Hidden soil compaction could be costing cereal growers more than they realise, SCRI trials results soon to be reported in Field Crops Research suggest.

Most farmers recognise that their best results come from crops with well developed deep root systems able to withstand the yield-sapping effects of drought, acknowledges researcher Blair McKenzie.

However, new root-restricting experiments supported by the Mylnefield Trust at the institute in Dundee are beginning to unravel the reasons behind this and suggest that some spring barley varieties are more drought-resistant than others.

“It’s early days,” says Dr McKenzie. “But some varieties seem to cope better than others with our root restriction treatments, while some are very susceptible. Further testing is needed before recommendations can be made.”

Deep roots are usually an advantage in cereals but offer little or no benefit when the surface soil can supply all a crop’s needs. However, compaction, a problem often not fully recognised, restricts their growth, he notes.

“When we dig soil known to have compaction problems we find that the few roots that access deeper layers usually do so by following cracks or biopores – channels left by previous crops or created by earthworms.

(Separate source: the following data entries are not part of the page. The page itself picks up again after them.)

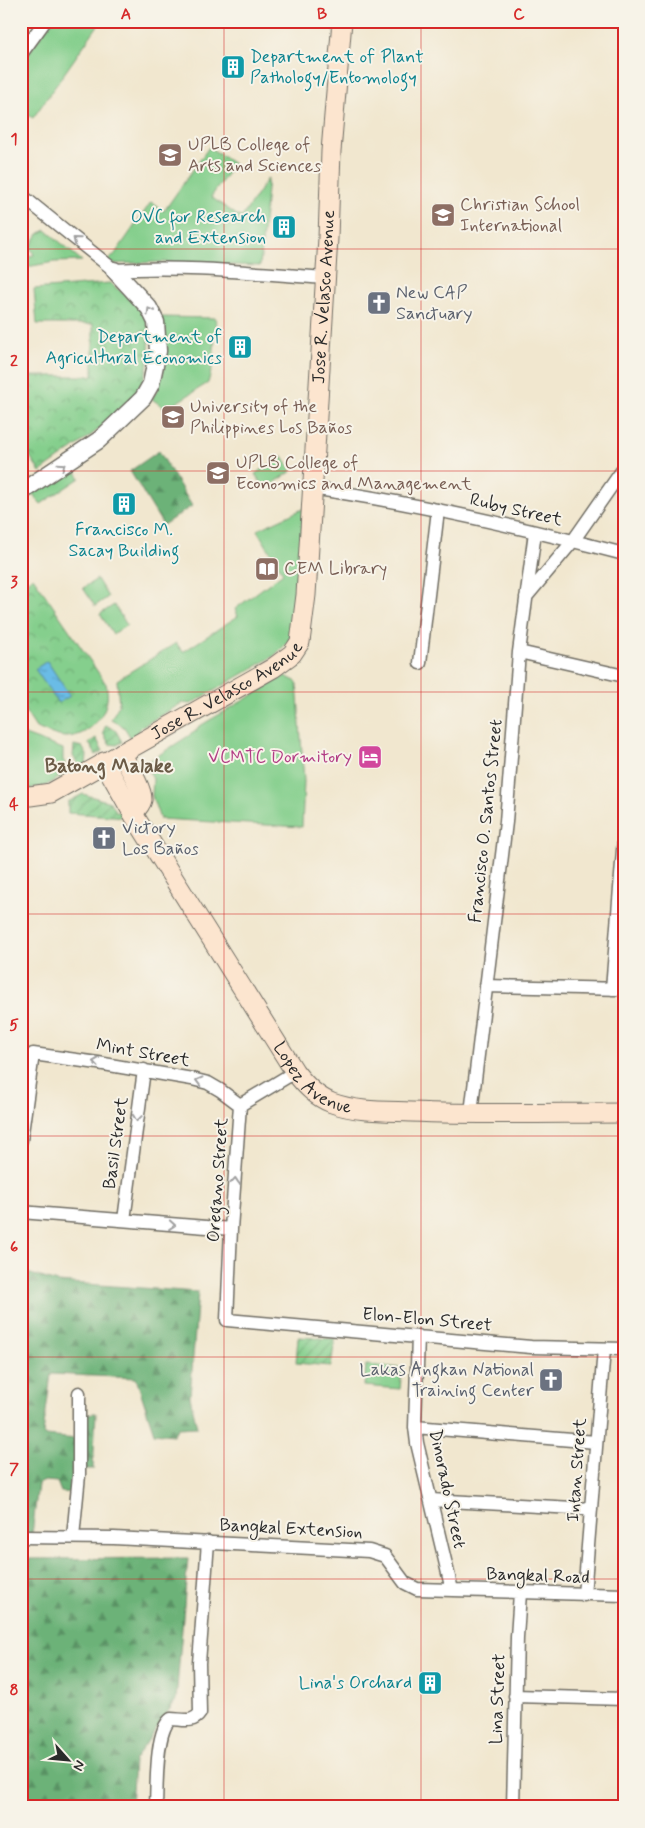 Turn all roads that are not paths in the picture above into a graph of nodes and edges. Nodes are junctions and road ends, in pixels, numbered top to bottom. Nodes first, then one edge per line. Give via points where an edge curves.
1 (45, 21) edge
2 (342, 21) edge
3 (21, 54) edge
4 (21, 195) edge
5 (114, 270) junction
6 (324, 278) junction
7 (624, 468) edge
8 (311, 488) junction
9 (21, 492) edge
10 (438, 510) junction
11 (534, 532) junction
12 (574, 541) junction
13 (624, 554) edge
14 (526, 597) junction
15 (519, 652) junction
16 (420, 662) dead end
17 (624, 676) edge
18 (121, 753) junction
19 (104, 762) junction
20 (21, 795) edge
21 (133, 813) junction
22 (624, 838) edge
23 (486, 986) junction
24 (618, 989) edge
25 (144, 1070) junction
26 (295, 1072) junction
27 (240, 1105) junction
28 (472, 1113) junction
29 (624, 1114) edge
30 (21, 1140) edge
31 (21, 1212) edge
32 (124, 1220) junction
33 (231, 1229) junction
34 (227, 1320) joint
35 (418, 1336) junction
36 (604, 1348) junction
37 (624, 1349) edge
38 (79, 1393) dead end
39 (415, 1426) junction
40 (596, 1442) junction
41 (431, 1500) junction
42 (591, 1508) junction
43 (21, 1537) edge
44 (74, 1537) junction
45 (208, 1542) junction
46 (452, 1590) junction
47 (520, 1593) junction
48 (584, 1595) junction
49 (624, 1595) edge
50 (515, 1696) junction
51 (624, 1699) edge
52 (156, 1807) edge
53 (512, 1807) edge

1 - 3 street
2 - 6 main road, Jose R. Velasco Avenue
5 -> 4 street
5 - 6 street via 157,268
9 -> 5 street via 99,440 143,398 152,384 158,351 156,322 149,308
6 - 8 main road, Jose R. Velasco Avenue
7 - 12 street
8 - 10 street, Ruby Street
8 - 18 main road, Jose R. Velasco Avenue via 303,628 300,642 292,654 273,668
10 - 11 street, Ruby Street
10 - 16 street
11 - 12 street, Ruby Street
11 - 14 street, Francisco O. Santos Street
12 - 13 street, Ruby Street
12 - 14 street
14 - 15 street, Francisco O. Santos Street
15 - 17 street
15 - 23 street, Francisco O. Santos Street via 506,822
18 - 19 main road, Jose R. Velasco Avenue
18 - 21 main road via 142,799
19 - 20 main road, Jose R. Velasco Avenue via 51,793
19 - 21 main road, Lopez Avenue
21 - 26 main road, Lopez Avenue
22 - 24 street
23 - 24 street
23 - 28 street, Francisco O. Santos Street
27 -> 25 street, Mint Street via 208,1083
25 -> 30 street, Mint Street via 33,1054
25 -> 32 street, Basil Street
26 - 27 street, Oregano Street
26 - 28 main road, Lopez Avenue via 316,1095 353,1110
33 -> 27 street, Oregano Street
28 - 29 main road, Lopez Avenue
31 - 32 street
32 -> 33 street
33 - 34 street, Oregano Street
34 - 35 street, Elon-Elon Street
35 - 36 street, Elon-Elon Street via 531,1347
35 - 39 street, Dinorado Street
36 - 37 street, Elon-Elon Street
36 - 40 street, Intan Street
38 - 44 street via 79,1475
39 - 40 street
39 - 41 street, Dinorado Street
40 - 42 street, Intan Street
41 - 42 street
41 - 46 street, Dinorado Street
42 - 48 street, Intan Street
43 - 44 street, Bangkal Extension
44 - 45 street, Bangkal Extension
45 - 46 street, Bangkal Extension via 370,1550 385,1556 405,1583 417,1589
45 - 52 street via 198,1670 200,1713 191,1720 171,1719 162,1730
46 - 47 street, Bangkal Road
47 - 48 street, Bangkal Road
47 - 50 street, Lina Street
48 - 49 street, Bangkal Road
50 - 51 street
50 - 53 street, Lina Street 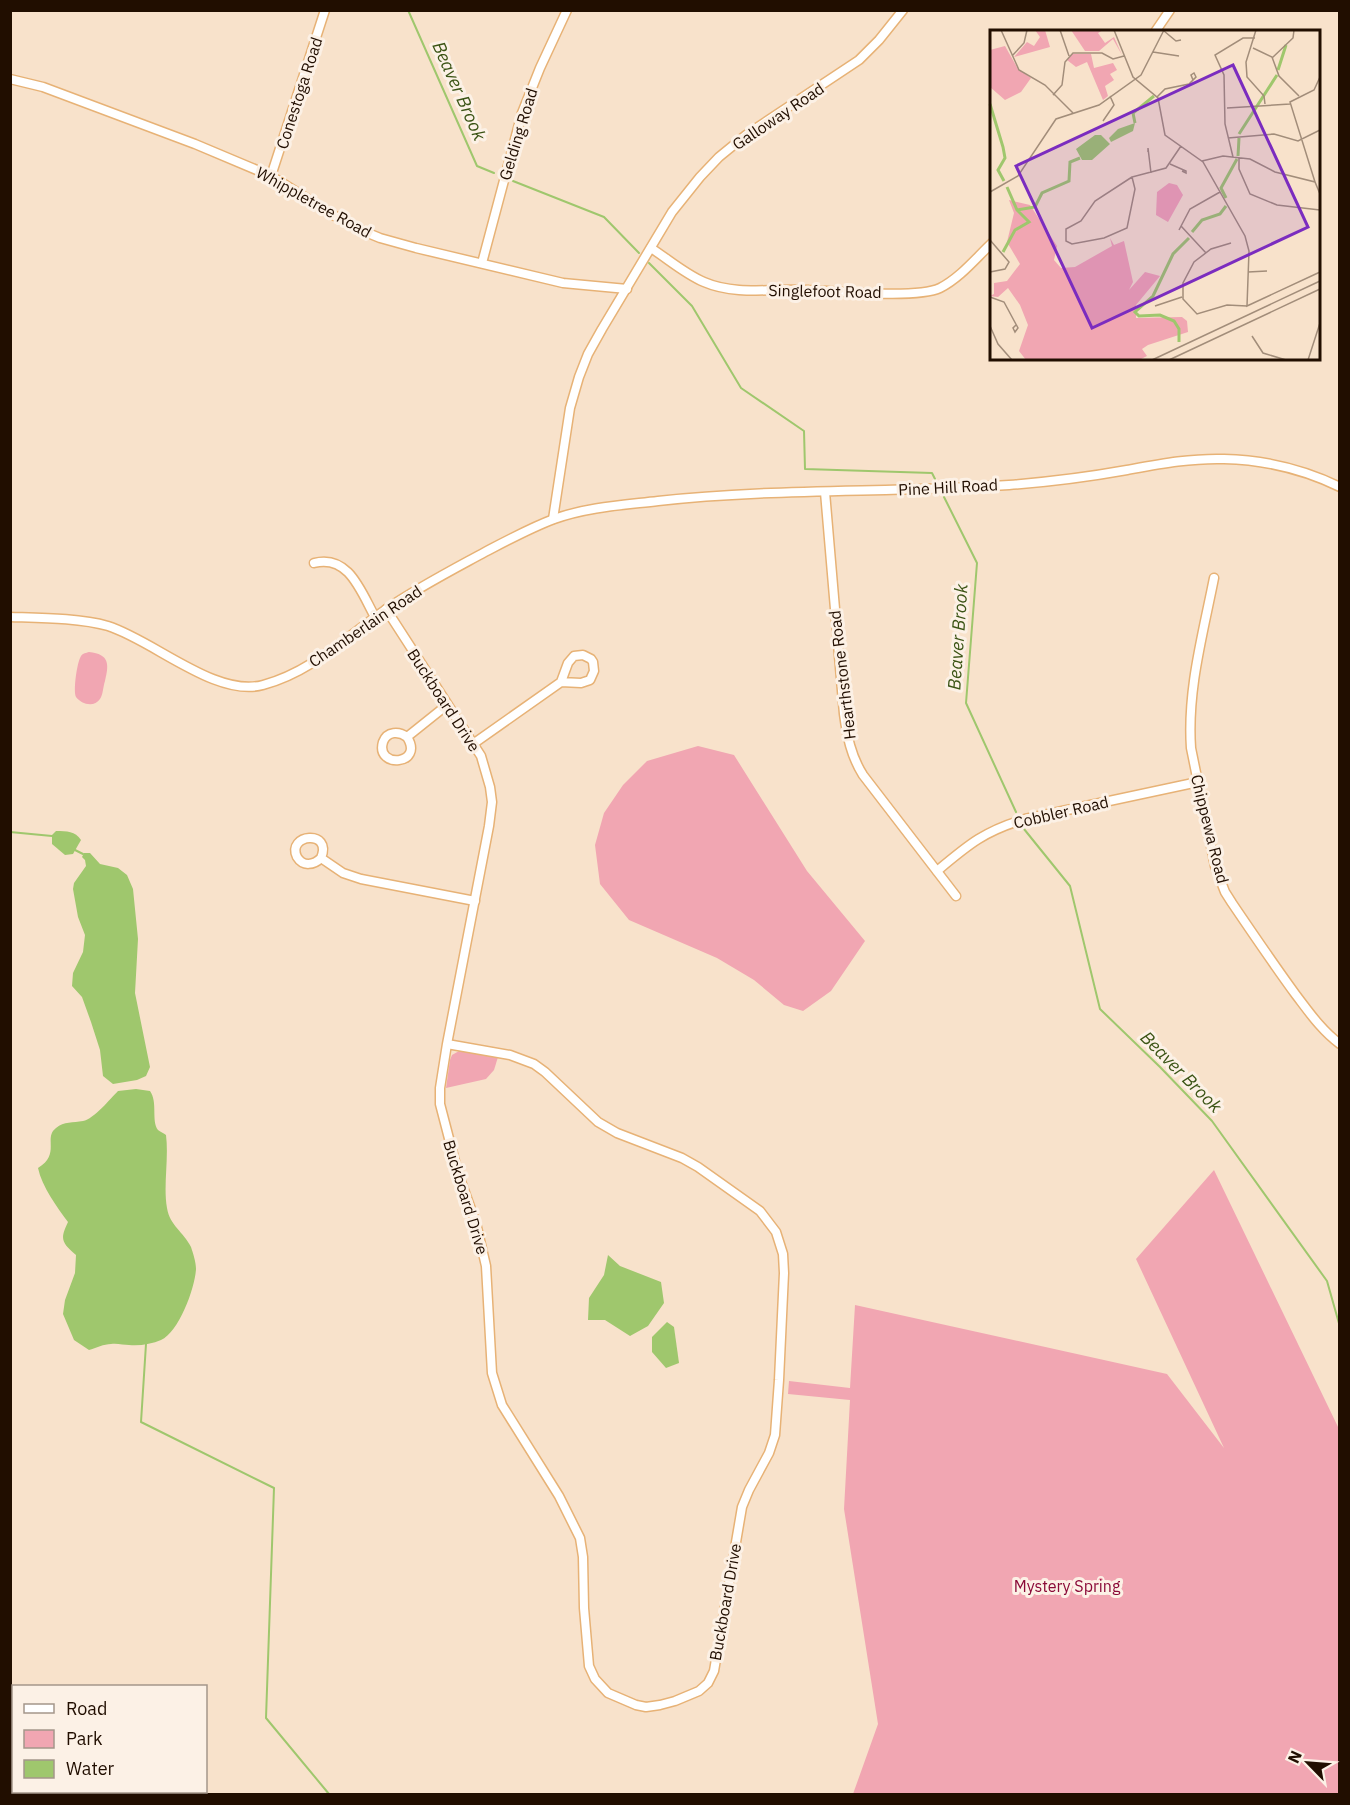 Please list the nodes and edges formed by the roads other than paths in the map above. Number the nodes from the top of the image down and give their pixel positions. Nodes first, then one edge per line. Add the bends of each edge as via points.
1 (326, 10) edge
2 (567, 10) edge
3 (903, 10) edge
4 (1170, 10) edge
5 (1156, 30) edge
6 (10, 80) edge
7 (271, 176) junction
8 (990, 245) edge
9 (651, 248) junction
10 (482, 263) junction
11 (627, 289) junction
12 (1340, 487) edge
13 (825, 492) junction
14 (553, 519) junction
15 (314, 563) dead end
16 (1214, 578) dead end
17 (386, 609) junction
18 (10, 617) edge
19 (375, 617) junction
20 (561, 682) dead end
21 (447, 705) junction
22 (407, 737) dead end
23 (473, 744) junction
24 (1198, 782) junction
25 (321, 858) dead end
26 (937, 871) junction
27 (956, 896) dead end
28 (475, 901) junction
29 (447, 1044) junction
30 (1340, 1044) edge

1 - 7 street, Conestoga Road
2 - 10 street, Gelding Road via 522,113
3 - 9 street, Galloway Road via 859,60 719,157 672,212
4 - 5 street
6 - 7 street, Whippletree Road via 43,87
7 - 10 street, Whippletree Road via 363,231
8 - 9 street, Singlefoot Road via 940,288 904,293 727,288 705,283
9 - 11 street, Galloway Road
10 - 11 street, Whippletree Road via 563,283
11 - 14 street, Galloway Road via 588,354 579,377 570,408
12 - 13 street, Pine Hill Road via 1285,466 1206,459 1014,484
13 - 14 street, Pine Hill Road via 706,496 581,511
13 - 26 street, Hearthstone Road via 850,747 863,775
14 - 17 street, Chamberlain Road via 449,571
15 - 19 street via 328,561 342,566
16 - 24 street, Chippewa Road via 1190,716
17 - 19 street, Chamberlain Road
17 - 21 street, Buckboard Drive
18 - 19 street, Chamberlain Road via 111,627 212,679 252,687 313,663
20 - 23 street
21 - 22 street
21 - 23 street, Buckboard Drive
23 - 28 street, Buckboard Drive via 486,768 492,802
24 - 26 street, Cobbler Road via 1009,824 981,836
24 - 30 street, Chippewa Road via 1225,892 1280,974
25 - 28 street via 362,879
26 - 27 street, Hearthstone Road
28 - 29 street, Buckboard Drive
29 - 29 street, Buckboard Drive via 510,1055 534,1064 598,1122 682,1158 743,1197 765,1216 780,1242 784,1273 775,1435 742,1507 714,1671 699,1691 675,1701 646,1707 628,1702 608,1693 589,1666 580,1538 559,1496 502,1405 492,1373 486,1266 440,1104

“To get through compacted layers plants that have the most roots at compaction depth have the best chance of finding a biopore, crack or other way to get through to the water below.”

To test how crops respond to limited access to subsoil water Dr McKenzie’s team needed to find a way of regulating that access.

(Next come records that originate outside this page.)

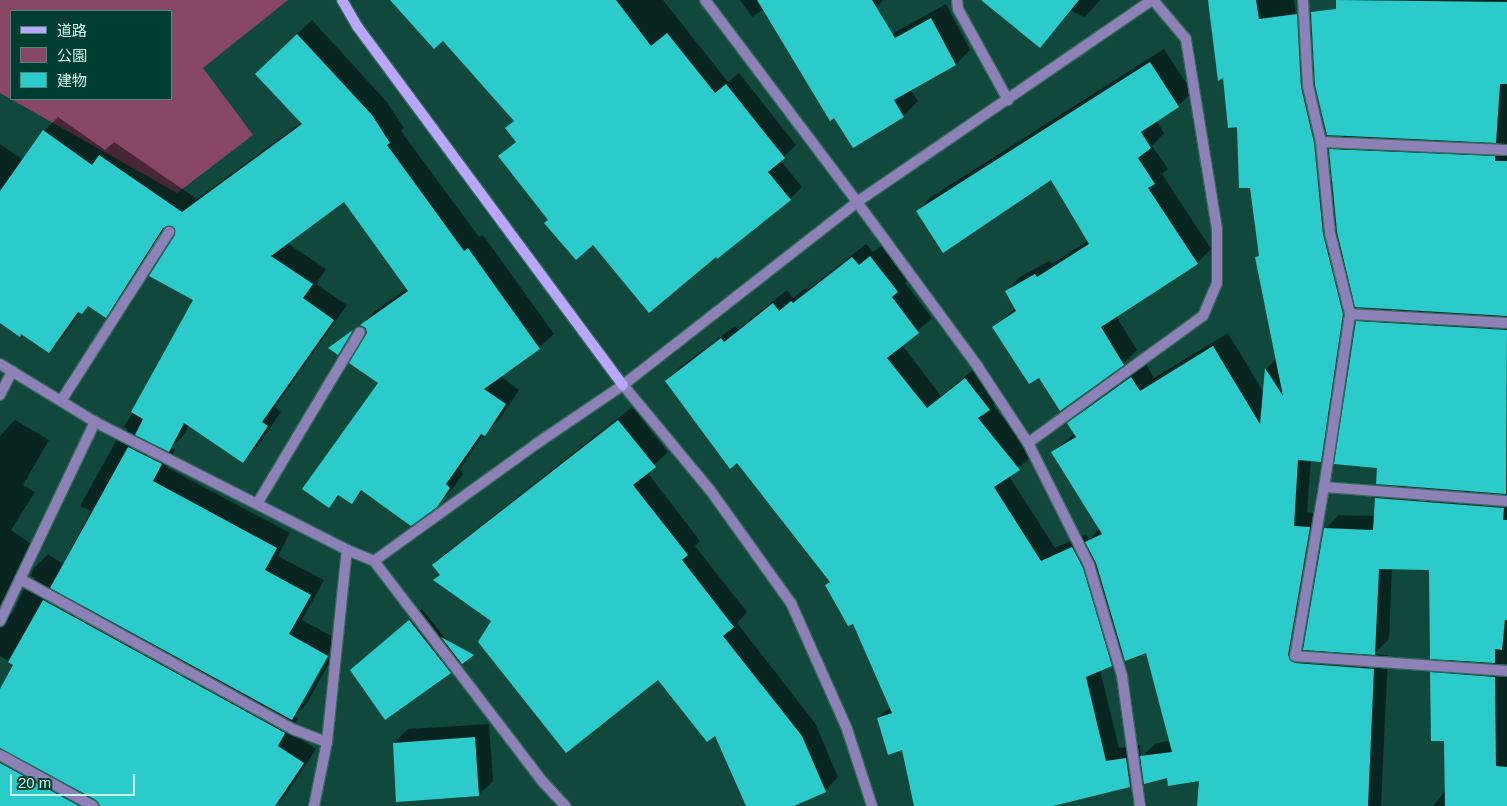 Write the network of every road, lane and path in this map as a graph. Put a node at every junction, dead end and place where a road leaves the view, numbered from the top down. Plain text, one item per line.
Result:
1 (342, 0) edge
2 (705, 0) edge
3 (957, 0) edge
4 (1153, 0) edge
5 (1303, 0) edge
6 (1008, 100) junction
7 (1321, 142) junction
8 (1507, 150) edge
9 (857, 202) junction
10 (169, 232) dead end
11 (1350, 314) junction
12 (1507, 323) edge
13 (360, 332) dead end
14 (0, 364) edge
15 (12, 371) junction
16 (624, 385) junction
17 (0, 395) edge
18 (61, 401) junction
19 (95, 422) junction
20 (1028, 443) junction
21 (1324, 487) junction
22 (1507, 501) edge
23 (257, 504) junction
24 (347, 550) junction
25 (374, 561) junction
26 (20, 579) junction
27 (0, 621) edge
28 (1507, 671) edge
29 (327, 742) junction
30 (0, 755) edge
31 (93, 806) edge
32 (314, 806) edge
33 (565, 806) edge
34 (872, 806) edge
35 (1140, 806) edge

1 - 16 street
2 - 9 street
3 - 6 street
4 - 6 street
4 - 20 street
5 - 7 street
6 - 9 street
7 - 8 street
7 - 11 street
9 - 16 street
9 - 20 street
10 - 18 street
11 - 12 street
11 - 21 street
13 - 23 street
14 - 15 street
15 - 17 street
15 - 18 street
16 - 25 street
16 - 34 street
18 - 19 street
19 - 23 street
19 - 26 street
20 - 35 street
21 - 22 street
21 - 28 street
23 - 24 street
24 - 25 street
24 - 29 street
25 - 33 street
26 - 27 street
26 - 29 street
29 - 32 street
30 - 31 street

“We wanted to offer not just full or no access – but a variable amount. The experimental details are fairly simple, but the practice required some effort,” he explains.

Early last year about 100t of topsoil was removed from an area of 30m by 10m. The subsoil was then cultivated to make sure it was uncompacted, and a layer of mesh was spread over most of it, leaving a few areas clear.

“The mesh is permeable to air and water, but prevents root growth.”

Plots with different numbers of holes in the mesh were then created using nails, the topsoil was replaced and five varieties of spring barleys sown in replicated trials.

In all plots the crop germinated and emerged well. But a dry spell from late April to mid-June stressed the plants, especially those growing over the mesh with the fewest holes, and this was reflected in height differences, notes Dr McKenzie.

The rest of the growing season was very wet, but despite that the plots that got off to a poor start never fully recovered.

“Height-wise most managed to catch up. But for other measures, such as total leaf area that require the plant to produce extra tillers, those under most early stress never did so and their yields were lower.”

So what accounts for the apparent differences between varieties in their ability to withstand root restriction and hence compaction?

“It’s speculation and the subject of further research,” says Dr McKenzie. “Perhaps they have more roots in the surface soil and for a short time can use the limited water there better.

“So varieties most susceptible to restricted rooting may be better suited to cultivation systems that loosen the soil to depth.

“Clearly we need more research to understand the interaction between management of soil structure to overcome compaction and to understand the nature of crop roots systems in soils on real farms. Recently we’ve expanded the experiment, moved a lot more soil, and in April we’ll sow 16 spring barley varieties.

“Eventually this might allow us to recommend matching certain varieties to soil conditions.”